然后,对制造的晶片进行了制造错误测试。根据晶圆的大小和过程复杂性,计划人员通常可以预测每个芯片的故障率。微小的异常,例如面具中的尘埃斑点,可能会导致故障。要检查故障,“扫描测试”用于检查每个单独的门。扫描测试是一套预定的信号套件,可测试芯片上的每个门。晶圆被锯入单独的模具,每个功能性模具都被传递给包装。
打包
工作模具被放入包裹并重新测试。包装团队通常会为模具设计自定义包装。包装团队必须考虑信号完整性,成本,热调节和设计的可靠性。通常,在Keysight,我们将更新当前使用的ASIC包装,以提高可靠性并降低示波器的硬件成本。
For example, the ADC on our low-cost oscilloscopes is the same ASIC used in some legacy oscilloscopes. However, by improving the packaging, we’ve reduced the packaging cost by nearly 5X. Thanks to that cost reduction, the ADC once used for a top-of-the-line oscilloscope can be used in our low-cost oscilloscope, the InfiniiVision 1000 X-Series.
Support Circuitry
4. Shown is the custom packaging and support circuitry for an Infiniium oscilloscope.
Finally, once a chip is manufactured, tested, and packaged, it still needs support circuitry(图4).
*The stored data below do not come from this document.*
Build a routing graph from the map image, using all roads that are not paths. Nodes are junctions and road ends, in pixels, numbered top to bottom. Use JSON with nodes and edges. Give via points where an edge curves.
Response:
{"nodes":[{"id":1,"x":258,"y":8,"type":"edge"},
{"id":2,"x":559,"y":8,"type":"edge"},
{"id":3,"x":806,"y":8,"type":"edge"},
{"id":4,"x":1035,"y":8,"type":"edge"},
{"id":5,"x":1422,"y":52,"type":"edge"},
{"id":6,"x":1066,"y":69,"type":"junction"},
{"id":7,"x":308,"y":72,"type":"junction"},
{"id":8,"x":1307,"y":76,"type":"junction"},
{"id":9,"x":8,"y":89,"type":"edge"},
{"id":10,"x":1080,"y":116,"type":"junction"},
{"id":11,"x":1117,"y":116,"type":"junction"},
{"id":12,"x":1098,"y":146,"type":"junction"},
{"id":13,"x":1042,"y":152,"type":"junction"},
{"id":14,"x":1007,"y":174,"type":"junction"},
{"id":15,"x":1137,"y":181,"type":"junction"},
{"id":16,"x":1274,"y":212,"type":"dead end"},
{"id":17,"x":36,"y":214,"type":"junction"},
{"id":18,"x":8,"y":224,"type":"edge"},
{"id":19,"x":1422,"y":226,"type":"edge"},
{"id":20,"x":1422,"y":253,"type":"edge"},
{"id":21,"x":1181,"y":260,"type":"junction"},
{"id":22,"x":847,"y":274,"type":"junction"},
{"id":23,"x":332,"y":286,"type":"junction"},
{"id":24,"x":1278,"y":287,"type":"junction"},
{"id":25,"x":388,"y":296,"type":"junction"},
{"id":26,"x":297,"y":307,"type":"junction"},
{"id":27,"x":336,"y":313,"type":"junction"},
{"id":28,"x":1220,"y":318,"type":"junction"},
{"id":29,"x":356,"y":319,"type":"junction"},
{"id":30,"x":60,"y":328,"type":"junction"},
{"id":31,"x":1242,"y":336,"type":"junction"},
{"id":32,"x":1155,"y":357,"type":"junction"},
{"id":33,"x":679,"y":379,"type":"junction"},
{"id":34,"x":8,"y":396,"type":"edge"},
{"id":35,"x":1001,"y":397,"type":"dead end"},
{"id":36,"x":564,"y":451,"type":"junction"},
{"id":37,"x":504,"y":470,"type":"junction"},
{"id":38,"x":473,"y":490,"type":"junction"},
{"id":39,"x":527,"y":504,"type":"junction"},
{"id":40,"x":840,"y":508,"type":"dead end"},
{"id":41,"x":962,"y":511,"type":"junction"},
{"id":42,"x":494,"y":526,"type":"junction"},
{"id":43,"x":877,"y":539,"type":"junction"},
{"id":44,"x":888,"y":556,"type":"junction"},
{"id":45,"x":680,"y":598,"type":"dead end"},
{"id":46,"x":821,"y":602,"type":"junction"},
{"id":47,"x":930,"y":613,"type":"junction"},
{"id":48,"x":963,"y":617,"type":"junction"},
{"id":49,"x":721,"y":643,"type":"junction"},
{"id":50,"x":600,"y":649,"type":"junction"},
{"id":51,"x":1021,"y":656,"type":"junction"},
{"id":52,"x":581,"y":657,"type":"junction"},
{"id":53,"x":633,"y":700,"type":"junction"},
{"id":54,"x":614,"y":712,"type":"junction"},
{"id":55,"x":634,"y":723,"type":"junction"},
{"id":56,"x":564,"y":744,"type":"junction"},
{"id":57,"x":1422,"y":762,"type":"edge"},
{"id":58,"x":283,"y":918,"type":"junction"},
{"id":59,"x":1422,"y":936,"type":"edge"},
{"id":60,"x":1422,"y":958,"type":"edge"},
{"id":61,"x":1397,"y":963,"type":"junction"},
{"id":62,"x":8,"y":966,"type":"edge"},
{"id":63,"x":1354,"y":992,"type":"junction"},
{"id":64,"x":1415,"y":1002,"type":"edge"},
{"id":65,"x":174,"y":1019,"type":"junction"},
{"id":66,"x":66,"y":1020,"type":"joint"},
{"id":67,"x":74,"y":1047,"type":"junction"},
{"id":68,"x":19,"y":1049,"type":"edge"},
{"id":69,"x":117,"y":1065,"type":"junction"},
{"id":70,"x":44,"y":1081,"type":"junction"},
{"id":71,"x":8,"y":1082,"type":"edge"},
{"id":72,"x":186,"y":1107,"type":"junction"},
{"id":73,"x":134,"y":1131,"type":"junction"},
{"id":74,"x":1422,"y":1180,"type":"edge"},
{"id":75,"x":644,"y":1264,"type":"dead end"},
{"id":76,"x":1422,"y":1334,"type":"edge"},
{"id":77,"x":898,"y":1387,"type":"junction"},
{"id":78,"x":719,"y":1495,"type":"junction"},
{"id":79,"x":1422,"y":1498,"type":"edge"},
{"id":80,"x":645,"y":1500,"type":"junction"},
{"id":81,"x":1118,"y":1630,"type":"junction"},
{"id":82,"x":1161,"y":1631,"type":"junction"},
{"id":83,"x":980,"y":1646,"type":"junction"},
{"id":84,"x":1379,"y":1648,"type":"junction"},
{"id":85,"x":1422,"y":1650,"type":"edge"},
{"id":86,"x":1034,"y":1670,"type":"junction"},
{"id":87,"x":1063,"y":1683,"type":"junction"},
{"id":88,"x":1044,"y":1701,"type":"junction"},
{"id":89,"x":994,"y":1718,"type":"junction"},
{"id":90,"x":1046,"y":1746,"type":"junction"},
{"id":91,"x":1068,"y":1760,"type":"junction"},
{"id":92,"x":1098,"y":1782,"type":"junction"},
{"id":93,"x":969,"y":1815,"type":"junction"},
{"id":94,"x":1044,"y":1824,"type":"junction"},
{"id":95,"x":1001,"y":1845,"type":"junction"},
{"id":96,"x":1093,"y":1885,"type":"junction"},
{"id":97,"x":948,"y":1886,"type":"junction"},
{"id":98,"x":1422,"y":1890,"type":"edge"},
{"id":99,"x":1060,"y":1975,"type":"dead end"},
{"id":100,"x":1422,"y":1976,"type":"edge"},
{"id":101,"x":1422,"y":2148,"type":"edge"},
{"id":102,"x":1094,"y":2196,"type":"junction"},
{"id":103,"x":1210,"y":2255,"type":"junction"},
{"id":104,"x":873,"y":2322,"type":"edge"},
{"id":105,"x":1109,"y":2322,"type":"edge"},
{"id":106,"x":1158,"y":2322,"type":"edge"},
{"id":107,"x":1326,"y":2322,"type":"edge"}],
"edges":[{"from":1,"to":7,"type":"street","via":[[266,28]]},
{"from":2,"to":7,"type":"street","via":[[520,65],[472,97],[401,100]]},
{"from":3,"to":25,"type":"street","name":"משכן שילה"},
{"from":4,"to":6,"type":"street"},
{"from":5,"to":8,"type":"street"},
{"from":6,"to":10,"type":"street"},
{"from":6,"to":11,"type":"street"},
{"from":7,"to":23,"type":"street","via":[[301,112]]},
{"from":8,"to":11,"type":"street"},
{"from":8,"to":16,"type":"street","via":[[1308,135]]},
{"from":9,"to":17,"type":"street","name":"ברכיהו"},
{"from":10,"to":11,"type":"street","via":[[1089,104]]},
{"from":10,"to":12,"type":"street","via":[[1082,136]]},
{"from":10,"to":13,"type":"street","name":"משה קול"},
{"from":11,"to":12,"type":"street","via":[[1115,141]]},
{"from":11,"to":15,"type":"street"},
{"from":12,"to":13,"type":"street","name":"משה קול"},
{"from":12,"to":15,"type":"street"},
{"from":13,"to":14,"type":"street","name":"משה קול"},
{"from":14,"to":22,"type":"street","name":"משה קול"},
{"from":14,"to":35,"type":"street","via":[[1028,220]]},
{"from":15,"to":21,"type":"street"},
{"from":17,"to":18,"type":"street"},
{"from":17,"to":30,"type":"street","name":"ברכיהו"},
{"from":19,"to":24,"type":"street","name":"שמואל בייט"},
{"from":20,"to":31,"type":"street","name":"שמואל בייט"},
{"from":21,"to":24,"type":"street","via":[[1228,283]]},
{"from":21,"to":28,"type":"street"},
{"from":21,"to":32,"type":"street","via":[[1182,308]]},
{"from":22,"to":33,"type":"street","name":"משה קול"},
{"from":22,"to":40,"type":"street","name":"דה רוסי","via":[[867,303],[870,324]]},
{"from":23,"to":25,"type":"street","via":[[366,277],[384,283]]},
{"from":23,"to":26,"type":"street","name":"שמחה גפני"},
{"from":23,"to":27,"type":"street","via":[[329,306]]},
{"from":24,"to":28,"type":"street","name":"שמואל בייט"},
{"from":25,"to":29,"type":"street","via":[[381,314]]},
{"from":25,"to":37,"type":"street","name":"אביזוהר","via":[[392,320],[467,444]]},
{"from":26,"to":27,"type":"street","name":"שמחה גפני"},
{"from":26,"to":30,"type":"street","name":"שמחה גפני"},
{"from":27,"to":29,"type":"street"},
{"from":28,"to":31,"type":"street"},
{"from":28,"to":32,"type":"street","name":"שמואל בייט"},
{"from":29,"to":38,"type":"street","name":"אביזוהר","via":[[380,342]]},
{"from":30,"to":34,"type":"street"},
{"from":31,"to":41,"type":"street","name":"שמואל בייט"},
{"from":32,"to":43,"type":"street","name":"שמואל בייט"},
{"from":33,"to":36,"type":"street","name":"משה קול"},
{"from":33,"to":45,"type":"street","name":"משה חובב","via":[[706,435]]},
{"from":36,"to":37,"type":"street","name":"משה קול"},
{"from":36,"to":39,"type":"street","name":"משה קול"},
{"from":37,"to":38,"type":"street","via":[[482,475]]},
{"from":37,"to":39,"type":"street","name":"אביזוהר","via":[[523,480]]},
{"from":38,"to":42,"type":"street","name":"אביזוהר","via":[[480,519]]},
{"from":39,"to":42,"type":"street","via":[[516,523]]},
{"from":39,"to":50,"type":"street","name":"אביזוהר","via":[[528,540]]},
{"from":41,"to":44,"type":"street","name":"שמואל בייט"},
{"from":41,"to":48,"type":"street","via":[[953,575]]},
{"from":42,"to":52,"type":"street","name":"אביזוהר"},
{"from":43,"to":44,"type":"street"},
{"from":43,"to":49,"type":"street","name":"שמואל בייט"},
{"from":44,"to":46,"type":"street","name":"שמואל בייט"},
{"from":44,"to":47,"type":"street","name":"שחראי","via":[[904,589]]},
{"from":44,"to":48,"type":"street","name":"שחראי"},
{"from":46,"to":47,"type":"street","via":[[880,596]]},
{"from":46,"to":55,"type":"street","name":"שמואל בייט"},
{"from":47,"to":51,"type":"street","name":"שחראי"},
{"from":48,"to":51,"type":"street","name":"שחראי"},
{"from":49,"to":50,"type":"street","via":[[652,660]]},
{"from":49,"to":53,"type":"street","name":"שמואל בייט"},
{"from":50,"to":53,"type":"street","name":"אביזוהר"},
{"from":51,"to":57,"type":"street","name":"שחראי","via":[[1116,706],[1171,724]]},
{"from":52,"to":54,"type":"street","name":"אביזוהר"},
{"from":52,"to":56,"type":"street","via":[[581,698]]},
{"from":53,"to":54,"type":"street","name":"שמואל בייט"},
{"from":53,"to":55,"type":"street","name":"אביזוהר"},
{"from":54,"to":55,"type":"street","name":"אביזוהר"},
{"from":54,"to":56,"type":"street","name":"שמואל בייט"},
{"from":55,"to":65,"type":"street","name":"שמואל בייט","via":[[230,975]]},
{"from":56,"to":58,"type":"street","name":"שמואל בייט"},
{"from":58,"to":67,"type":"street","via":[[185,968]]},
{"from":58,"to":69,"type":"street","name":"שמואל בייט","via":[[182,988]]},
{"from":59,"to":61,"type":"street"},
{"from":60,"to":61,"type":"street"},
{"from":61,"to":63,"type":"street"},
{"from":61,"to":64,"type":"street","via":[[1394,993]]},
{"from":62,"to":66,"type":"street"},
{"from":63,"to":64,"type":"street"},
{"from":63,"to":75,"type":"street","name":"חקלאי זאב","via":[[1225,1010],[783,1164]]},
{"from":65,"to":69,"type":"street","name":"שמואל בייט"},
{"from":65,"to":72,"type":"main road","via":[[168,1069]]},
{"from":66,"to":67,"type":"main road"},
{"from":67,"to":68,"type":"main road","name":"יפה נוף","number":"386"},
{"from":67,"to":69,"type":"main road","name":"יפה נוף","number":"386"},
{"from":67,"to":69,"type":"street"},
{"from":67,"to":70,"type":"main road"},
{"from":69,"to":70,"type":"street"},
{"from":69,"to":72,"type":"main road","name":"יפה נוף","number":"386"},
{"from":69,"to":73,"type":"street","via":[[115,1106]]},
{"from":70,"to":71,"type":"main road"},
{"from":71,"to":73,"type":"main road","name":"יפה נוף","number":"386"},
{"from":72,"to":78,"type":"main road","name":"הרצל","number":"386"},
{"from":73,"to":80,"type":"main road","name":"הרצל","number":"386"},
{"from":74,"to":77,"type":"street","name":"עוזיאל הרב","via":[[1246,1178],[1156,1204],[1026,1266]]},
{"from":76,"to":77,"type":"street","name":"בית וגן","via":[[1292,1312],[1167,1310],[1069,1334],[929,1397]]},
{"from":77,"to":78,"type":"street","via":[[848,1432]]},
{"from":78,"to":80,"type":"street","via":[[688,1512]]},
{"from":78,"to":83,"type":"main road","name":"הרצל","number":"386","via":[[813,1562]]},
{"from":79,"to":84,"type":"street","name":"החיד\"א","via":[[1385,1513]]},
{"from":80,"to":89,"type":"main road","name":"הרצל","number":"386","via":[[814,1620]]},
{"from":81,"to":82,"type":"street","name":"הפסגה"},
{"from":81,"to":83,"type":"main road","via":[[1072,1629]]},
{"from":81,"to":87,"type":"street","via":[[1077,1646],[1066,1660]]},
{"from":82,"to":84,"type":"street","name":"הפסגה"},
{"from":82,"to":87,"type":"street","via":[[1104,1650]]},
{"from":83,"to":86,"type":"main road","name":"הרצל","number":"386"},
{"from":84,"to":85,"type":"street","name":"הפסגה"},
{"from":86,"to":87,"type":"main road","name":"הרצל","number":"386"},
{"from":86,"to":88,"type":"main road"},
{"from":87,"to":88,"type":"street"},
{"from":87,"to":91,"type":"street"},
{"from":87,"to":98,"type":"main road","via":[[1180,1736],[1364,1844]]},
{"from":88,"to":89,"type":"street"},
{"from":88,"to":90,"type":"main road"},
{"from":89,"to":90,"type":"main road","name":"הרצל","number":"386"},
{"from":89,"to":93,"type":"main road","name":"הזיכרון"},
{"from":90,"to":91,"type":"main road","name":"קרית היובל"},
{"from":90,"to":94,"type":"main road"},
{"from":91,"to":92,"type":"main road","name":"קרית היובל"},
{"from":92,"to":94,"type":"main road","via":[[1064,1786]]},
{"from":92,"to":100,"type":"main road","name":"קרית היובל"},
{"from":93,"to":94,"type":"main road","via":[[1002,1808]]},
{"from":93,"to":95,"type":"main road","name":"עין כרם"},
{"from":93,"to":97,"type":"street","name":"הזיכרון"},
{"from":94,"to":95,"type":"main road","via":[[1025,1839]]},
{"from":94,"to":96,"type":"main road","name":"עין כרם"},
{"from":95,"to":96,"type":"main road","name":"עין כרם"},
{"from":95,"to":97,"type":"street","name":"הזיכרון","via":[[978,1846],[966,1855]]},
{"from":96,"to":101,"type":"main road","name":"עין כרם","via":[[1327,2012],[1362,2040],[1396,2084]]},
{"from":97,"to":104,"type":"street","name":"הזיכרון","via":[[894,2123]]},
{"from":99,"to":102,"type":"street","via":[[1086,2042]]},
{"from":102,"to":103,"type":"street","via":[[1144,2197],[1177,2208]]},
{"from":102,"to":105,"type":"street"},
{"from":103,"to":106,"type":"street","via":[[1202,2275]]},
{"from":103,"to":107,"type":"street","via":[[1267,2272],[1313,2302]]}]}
For example, an op amp isn’t very useful if you never configure it with resistors! In the case of an oscilloscope, the ADC and processor chip must have appropriate signal-conditioning hardware on the acquisition board to make the signals usable by the chips.
这个怎么做的
So, while you shouldn’t use this article to go make your own ASIC, you should have a good idea of the process. It’s certainly a lot of work and planning, but the benefits of custom integrated circuits over FPGAs often make the investment worth it. For any given HP/Agilent/Keysightoscilloscope, several different ASICs are employed. We use analog ICs for a scope front end, a custom low-noise ADC for signal acquisition, and a custom processor to handle the digitized data. While the non-recoverable engineering expense (NRE) can be large, using the same chip in our $45,000 oscilloscopes and our $450 oscilloscopes earns the scopes a special place on the budget-conscious engineer’s bench.